On Wed, Apr 17, 2013 at 11:56 AM, adfel70 <ad...@gmail.com> wrote:

> Hi
> We are currently considering running solr cloud on vmware.
> Di you have any insights regarding the issue you encountered and generally
> regarding using virtual machines instead of physical machines for solr
> cloud?
>
>
> Frank Wennerdahl wrote
> > Hi Otis and thanks for your response.
> >
> > We are indeed suspecting that the problem with only 2 cores being used
> > might
> > be caused by the virtual environment. We're hoping that someone with
> > experience of running Solr on VMWare might know more about this or the
> > other
> > issues we have.
> >
> > The servlet we're running is the bundled Jetty servlet (Solr version
> 4.1).
> > As we have seen a higher number of CPU cores utilized when sending data
> to
> > Solr locally it seems that the servlet isn't restricting the number of
> > threads used.
> >
> > Frank
> >
> > -----Original Message-----
> > From: Otis Gospodnetic [mailto:
>
> > otis.gospodnetic@
>
> > ]
> > Sent: den 26 mars 2013 05:09
> > To:
>
> > solr-user@.apache
>
> > Subject: Re: Scaling Solr on VMWare
> >
> > Hi Frank,
> >
> > If your servlet container had a crazy low setting for the max number of
> > threads I think you would see the CPU underutilized.  But I think you
> > would
> > also see errors in on the client about connections being requested.
> > Sounds
> > like a possibly VM issue that's not Solr-specific...
> >
> > Otis
> > --
> > Solr & ElasticSearch Support
> > http://sematext.com/
> >
> >
> >
> >
> >
> > On Mon, Mar 25, 2013 at 1:18 PM, Frank Wennerdahl
> > &lt;
>
> > frank.wennerdahl@
>
> > &gt; wrote:
> >> Hi.
> >>
> >>
> >>
> >> We are currently benchmarking our Solr setup and are having trouble
> >> with scaling hardware for a single Solr instance. We want to
> >> investigate how one instance scales with hardware to find the optimal
> >> ratio of hardware vs sharding when scaling. Our main problem is that
> >> we cannot identify any hardware limitations, CPU is far from maxed
> >> out, disk I/O is not an issue as far as we can see and there is plenty
> of
> > RAM available.
> >>
> >>
> >>
> >> In short we have a couple of questions that we hope someone here could
> >> help us with. Detailed information about our setup, use case and
> >> things we've tried is provided below the questions.
> >>
> >>
> >>
> >> Questions:
> >>
> >> 1.       What could cause Solr to utilize only 2 CPU cores when sending
> >> multiple update requests in parallel in a VMWare environment?
> >>
> >> 2.       Is there a software limit on the number of CPU cores that Solr
> > can
> >> utilize while indexing?
> >>
> >> 3.       Ruling out network and disk performance, what could cause a
> >> decrease in indexing speed when sending data over a network as opposed
> >> to sending it from the local machine?
> >>
> >>
> >>
> >> We are running on three cores per Solr instance, however only one core
> >> receives any non-trivial load. We are using VMWare (ESX 5.0) virtual
> >> machines for hosting Solr and a QNAP NAS containing 12 HDDs in a RAID5
> >> setup for storage. Our data consists of a huge amount of small-sized
> > documents.
> >> When indexing we are using Solr's javabin format (although not through
> >> Solrj, we have implemented the format in C#/.NET) and our batch size
> >> is currently 1000 documents. The actual size of the data varies, but
> >> the batches we have used range from approximately 450KB to 1050KB.

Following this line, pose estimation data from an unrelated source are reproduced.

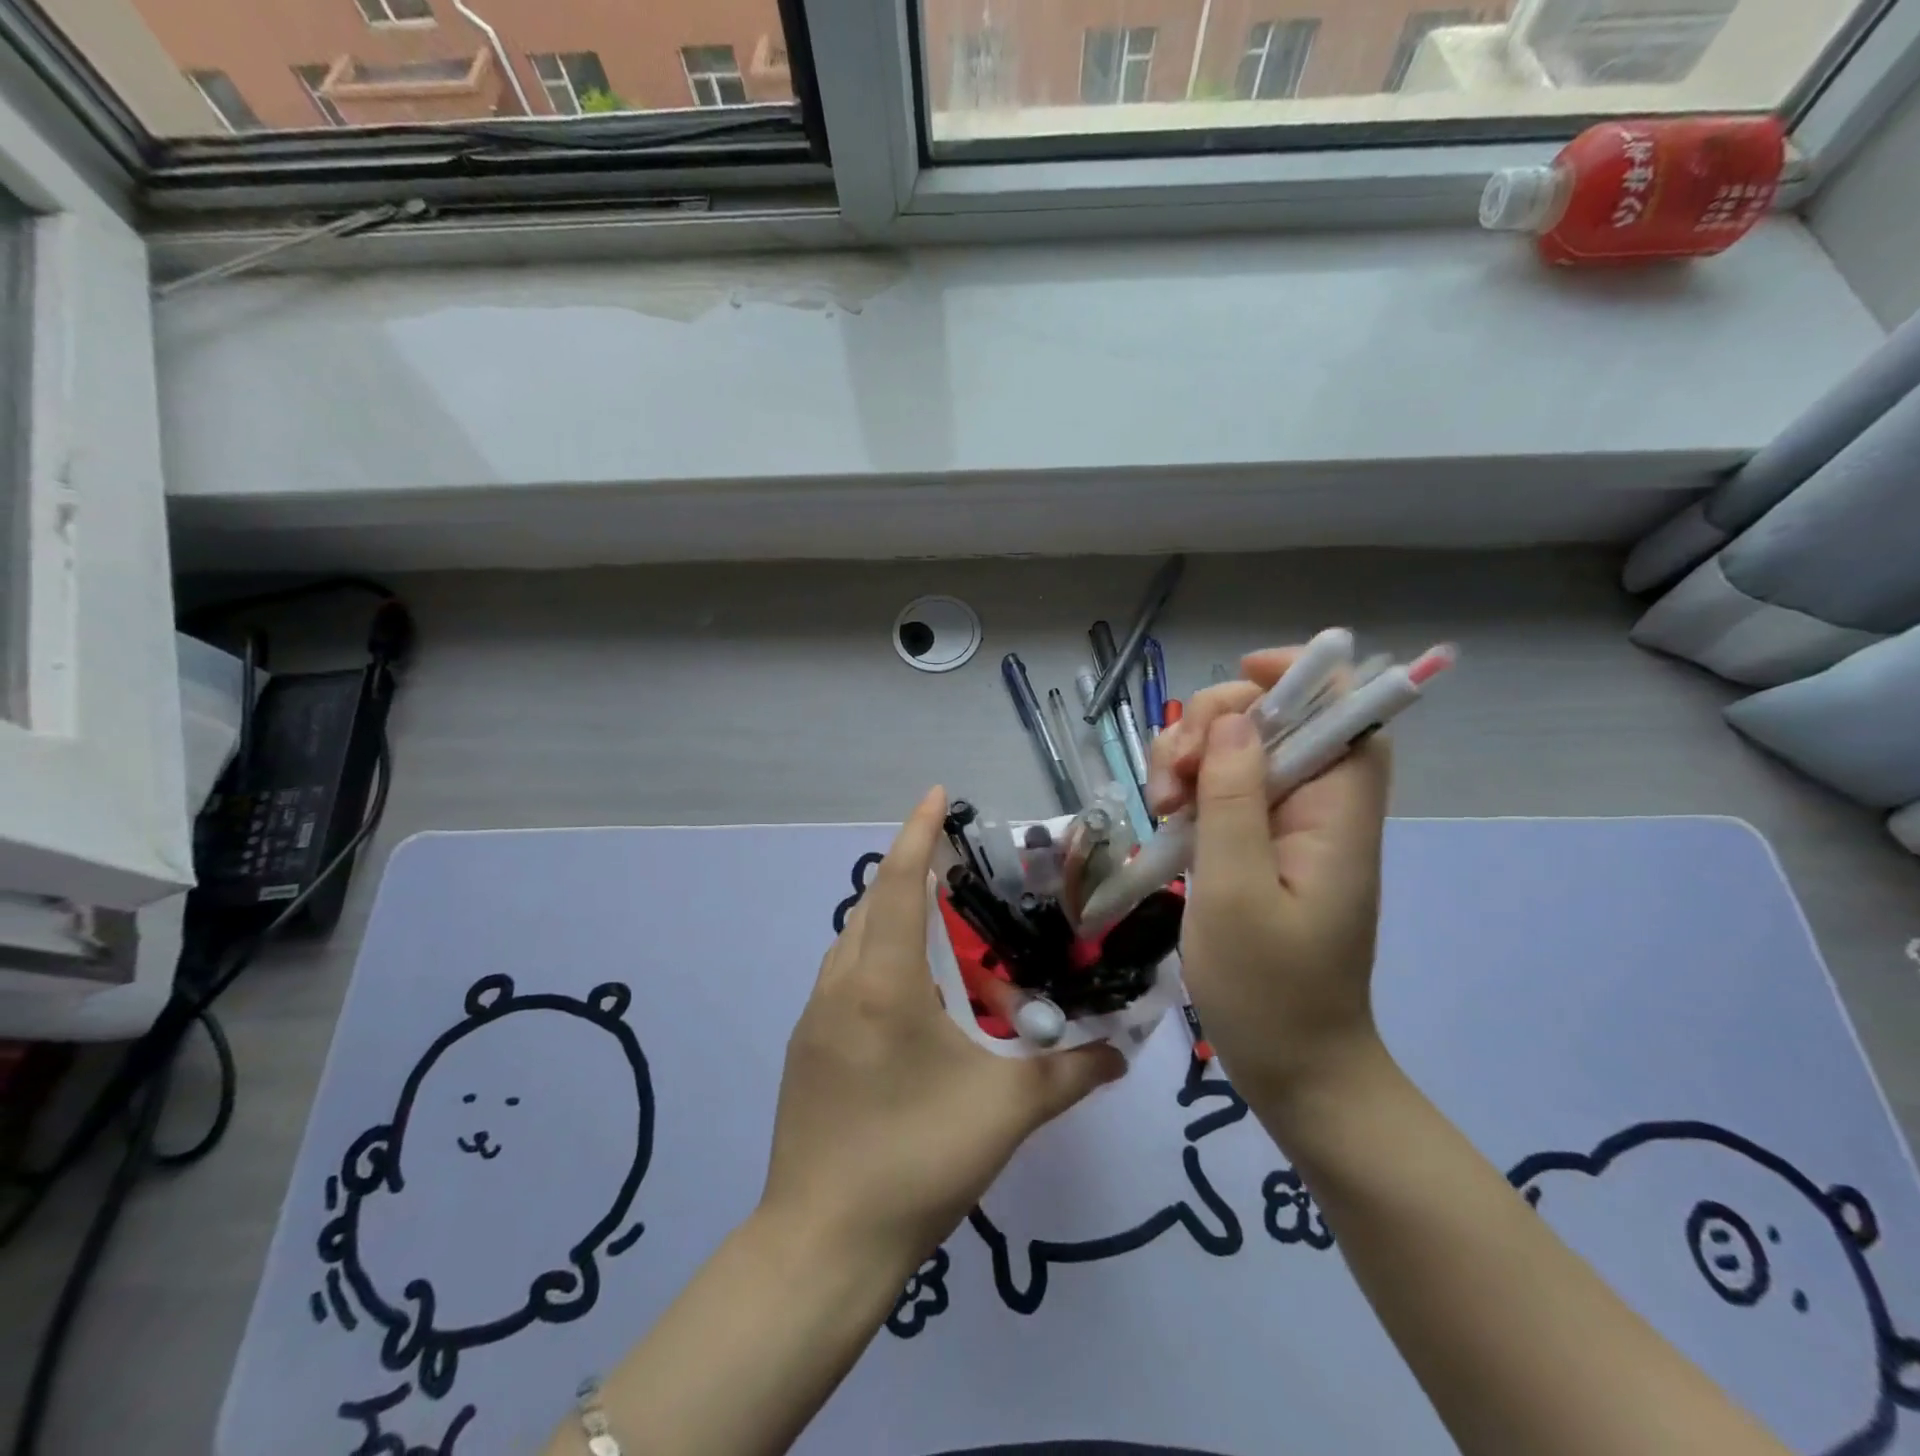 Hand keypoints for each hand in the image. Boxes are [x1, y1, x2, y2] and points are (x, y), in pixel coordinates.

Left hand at [761, 788, 1125, 1267]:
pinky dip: (878, 960)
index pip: (899, 883)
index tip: (936, 794)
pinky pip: (845, 976)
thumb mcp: (1004, 1113)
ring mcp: (815, 1016)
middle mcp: (840, 984)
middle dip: (912, 873)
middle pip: (874, 903)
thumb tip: (1120, 1053)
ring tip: (944, 931)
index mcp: (882, 982)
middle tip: (961, 872)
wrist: (822, 1244)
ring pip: (854, 940)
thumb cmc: (915, 1160)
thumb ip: (1069, 1074)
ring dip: (894, 920)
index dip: (918, 833)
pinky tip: (914, 998)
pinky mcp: (806, 1047)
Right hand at [1149, 649, 1391, 1109]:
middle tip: (1175, 778)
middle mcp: (1318, 809)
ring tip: (1161, 807)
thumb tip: (1236, 718)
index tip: (1238, 677)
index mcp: (1336, 814)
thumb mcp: (1236, 891)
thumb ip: (1235, 800)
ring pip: (1239, 753)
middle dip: (1215, 726)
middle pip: (1275, 722)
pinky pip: (1223, 793)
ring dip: (1191, 760)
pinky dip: (1189, 791)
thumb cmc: (1269, 991)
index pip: (1346, 710)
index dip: (1302, 676)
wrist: (1294, 1068)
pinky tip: (1164, 819)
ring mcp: (1285, 829)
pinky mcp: (1258, 849)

> >> We're sending these batches to Solr in parallel using a number of send
> > threads.
> >>
> >>
> >>
> >> There are two issues that we've run into:
> >>
> >> 1.       When sending data from one VM to Solr on another VM we observed
> >> that Solr did not seem to utilize CPU cores properly. The Solr VM had
> >> 8 vCPUs available and we were using 4 threads sending data in
> >> parallel. We saw a low (~29%)  CPU utilization on the Solr VM with 2
> >> cores doing almost all the work while the remaining cores remained
> >> almost idle. Increasing the number of send threads to 8 yielded the
> >> same result, capping our indexing speed to about 4.88MB per second.

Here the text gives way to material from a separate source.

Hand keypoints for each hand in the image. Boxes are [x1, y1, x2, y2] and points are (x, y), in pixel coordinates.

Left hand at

> >> The client VM had 4 vCPUs which were hardly utilized as we were reading
> > data from pre-generated files.
> >>
> >> To rule out network limitations we sent the test data to a server on
> >> the Solr VM that simply accepted the request and returned an empty
> >> response. We were able to send data at 219MB per second, so the
> >> network did not seem to be the bottleneck. We also tested sending data
> >> to Solr locally from the Solr VM to see if disk I/O was the problem.

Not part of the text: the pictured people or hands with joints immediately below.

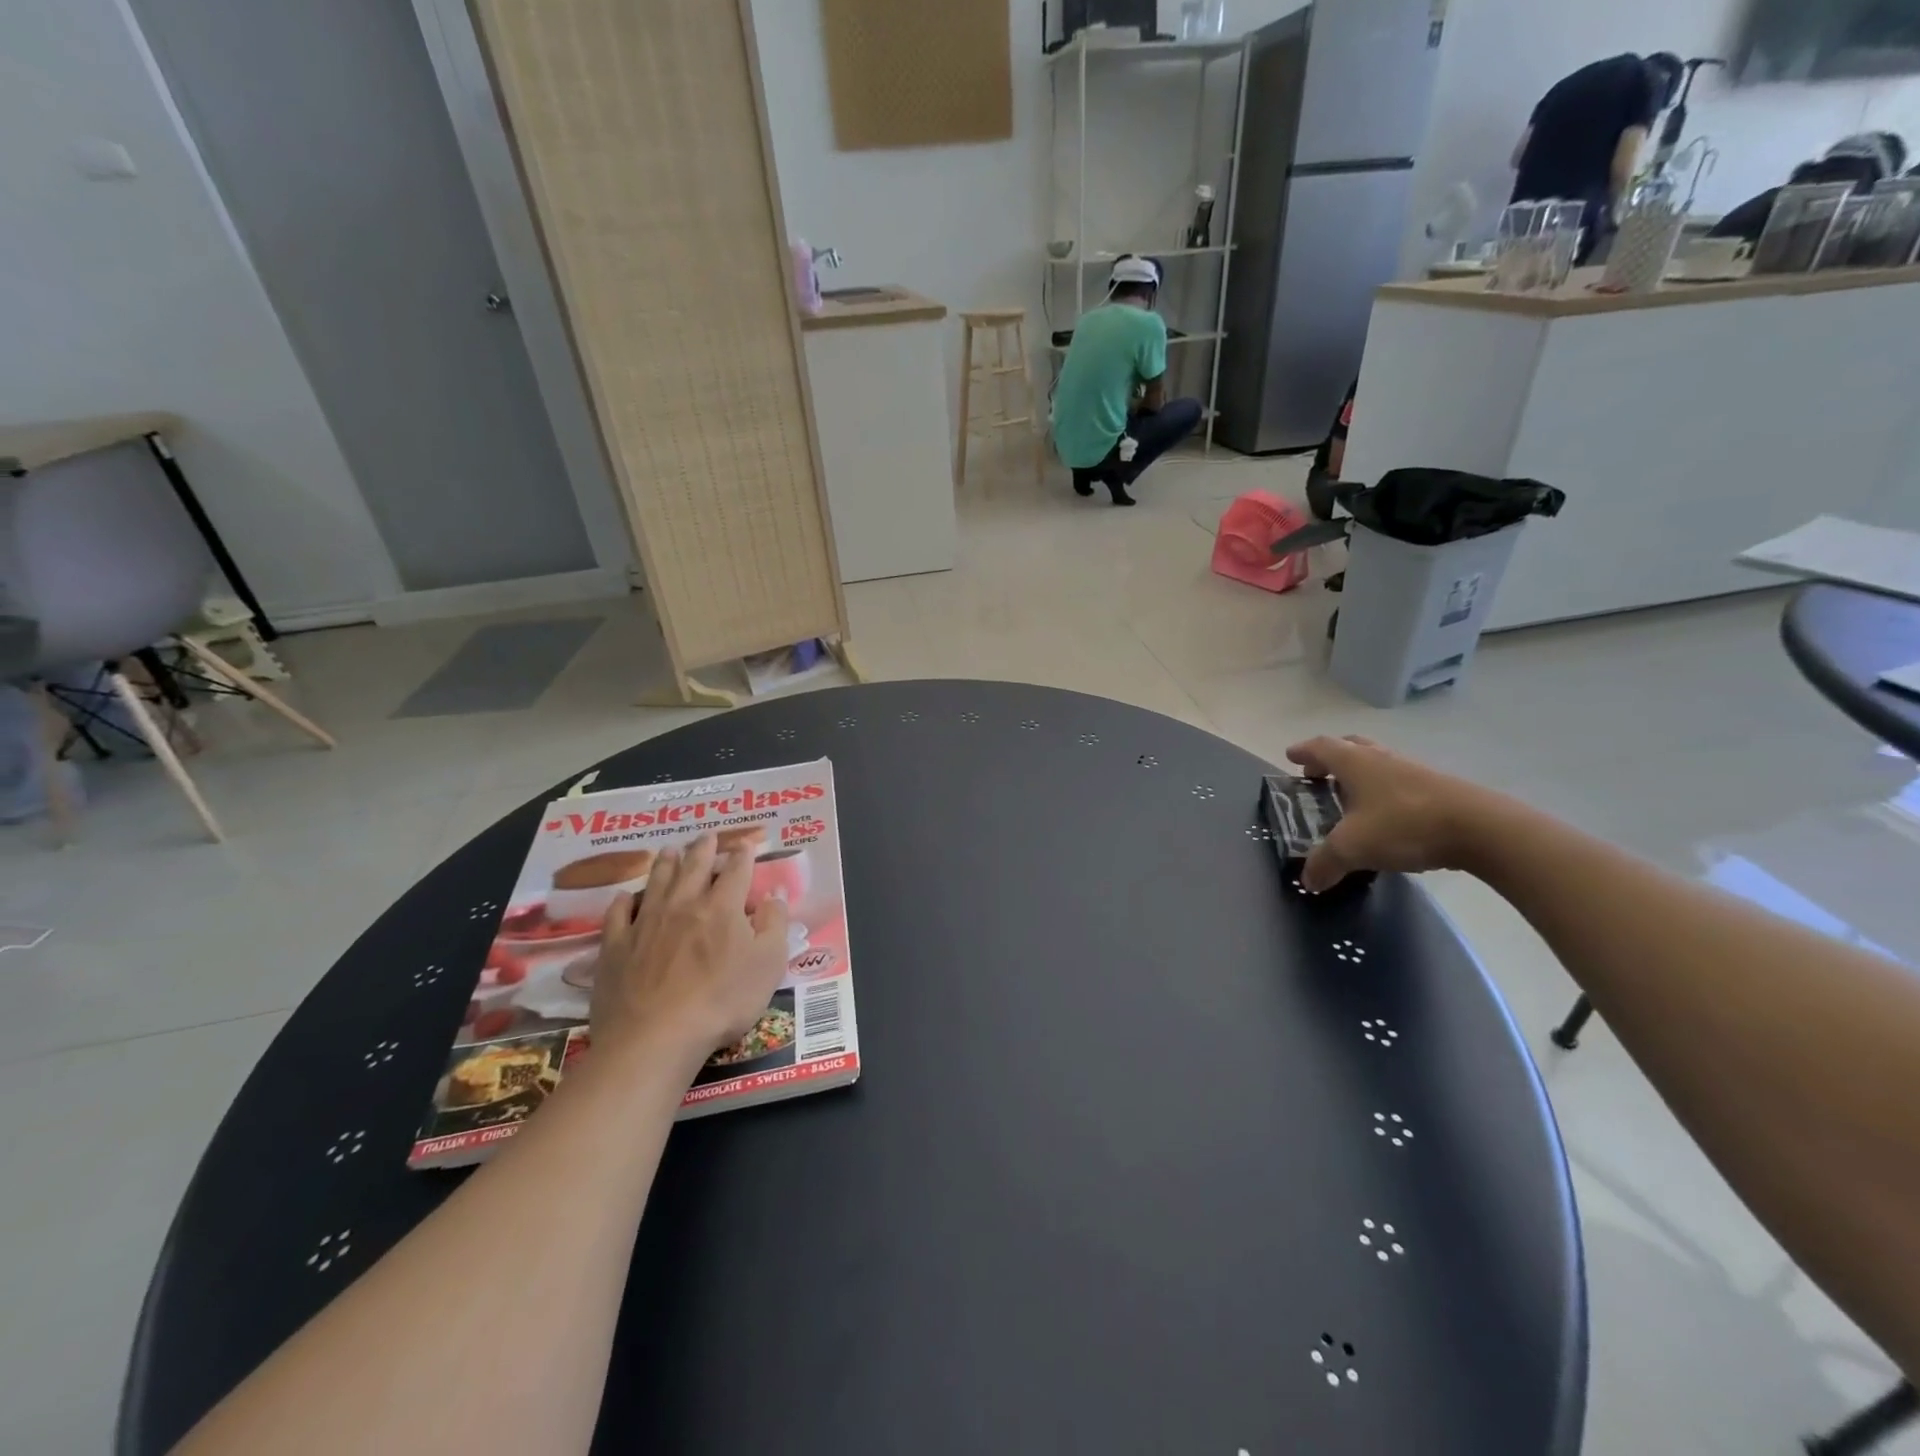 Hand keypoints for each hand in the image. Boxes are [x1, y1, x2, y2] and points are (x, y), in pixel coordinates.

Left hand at [588, 833, 790, 1074]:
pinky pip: (618, 914)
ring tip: (669, 850)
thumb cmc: (722, 1001)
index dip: (742, 856)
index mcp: (722, 907)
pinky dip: (623, 901)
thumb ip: (775, 926)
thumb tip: (774, 896)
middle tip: (705, 836)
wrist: (656, 1037)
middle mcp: (683, 905)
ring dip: (665, 863)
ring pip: (656, 882)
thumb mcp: (768, 965)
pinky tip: (624, 897)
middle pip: (693, 867)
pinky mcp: (615, 947)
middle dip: (703, 849)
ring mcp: (645, 923)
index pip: (736, 871)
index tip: (745, 845)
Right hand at [1285, 735, 1495, 891]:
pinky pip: (1399, 782)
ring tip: (1349, 797)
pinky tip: (1384, 816)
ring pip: (1378, 763)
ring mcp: (1413, 771)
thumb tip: (1308, 881)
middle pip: (1351, 747)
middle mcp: (1381, 759)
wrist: (1481, 829)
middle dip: (1331, 758)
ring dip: (1359, 774)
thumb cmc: (1404, 825)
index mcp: (1355, 763)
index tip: (1291, 756)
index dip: (1304, 752)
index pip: (1321, 747)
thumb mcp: (1353, 848)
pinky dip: (1383, 791)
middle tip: (1318, 775)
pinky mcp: (1438, 789)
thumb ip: (1325, 863)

> >> Surprisingly we were able to index significantly faster at 7.34MB per
> >> second using 4 send threads (8.4MB with 6 send threads) which
> >> indicated that the disk was not slowing us down when sending data over
> >> the network. Worth noting is that the CPU utilization was now higher
> >> (47,81% with 4 threads, 58,8% with 6) and the work was spread out over
> >> all cores. As before we used pre-generated files and the process sending
> > the data used almost no CPU.
> >>
> >> 2.       We decided to investigate how Solr would scale with additional
> >> vCPUs when indexing locally. We increased the number of vCPUs to 16
> >> and the number of send threads to 8. Sadly we now experienced a
> >> decrease in
> >> performance: 7MB/s with 8 threads, 6.4MB/s with 12 threads and 4.95/s
> >> with
> >> 16 threads. The CPU usage was in average 30%, regardless of the number
> >> of threads used. We know that additional vCPUs can cause decreased
> >> performance in VMWare virtual machines due to time waiting for CPUs to
> > become available.
> >> We investigated this using esxtop which only showed a 1% CSTP.
> >> According to VMWare
> >> &lt;
> http://kb.vmware.com/selfservice/microsites/search.do?language=en_US&amp;
> > &gt; cmd=di splayKC&externalId=1005362>  a CSTP above 3% could indictate
> >> that multiple vCPUs are causing performance issues.
> >>
> >> We noticed that the average disk write speed seemed to cap at around
> >> 11.5 million bytes per second so we tested the same VM setup using a
> > faster disk.
> >> This did not yield any increase in performance (it was actually
> >> somewhat slower), neither did using a RAM-mapped drive for Solr.
> >>
> >>
> >>
> >> Any help or ideas of what could be the bottleneck in our setup would
> >> be greatly appreciated!
> >>
> >>
> >>
> >> Best regards,
> >>
> >> Frank Wennerdahl
> >>
> >> Developer
> >>
> >> Arcadelia AB
> >>
>
>
>
>
>
> --
> View this message in context:
> http://lucene.472066.n3.nabble.com/Scaling-Solr-on-VMWare-tp4051153p4056637.html
> Sent from the Solr - User mailing list archive at Nabble.com.
>

RE: Scaling Solr on VMWare

Posted by adfel70 <ad...@gmail.com>.
Hi
We are currently considering running solr cloud on vmware.
Di you have any insights regarding the issue you encountered and generally
regarding using virtual machines instead of physical machines for solr
cloud?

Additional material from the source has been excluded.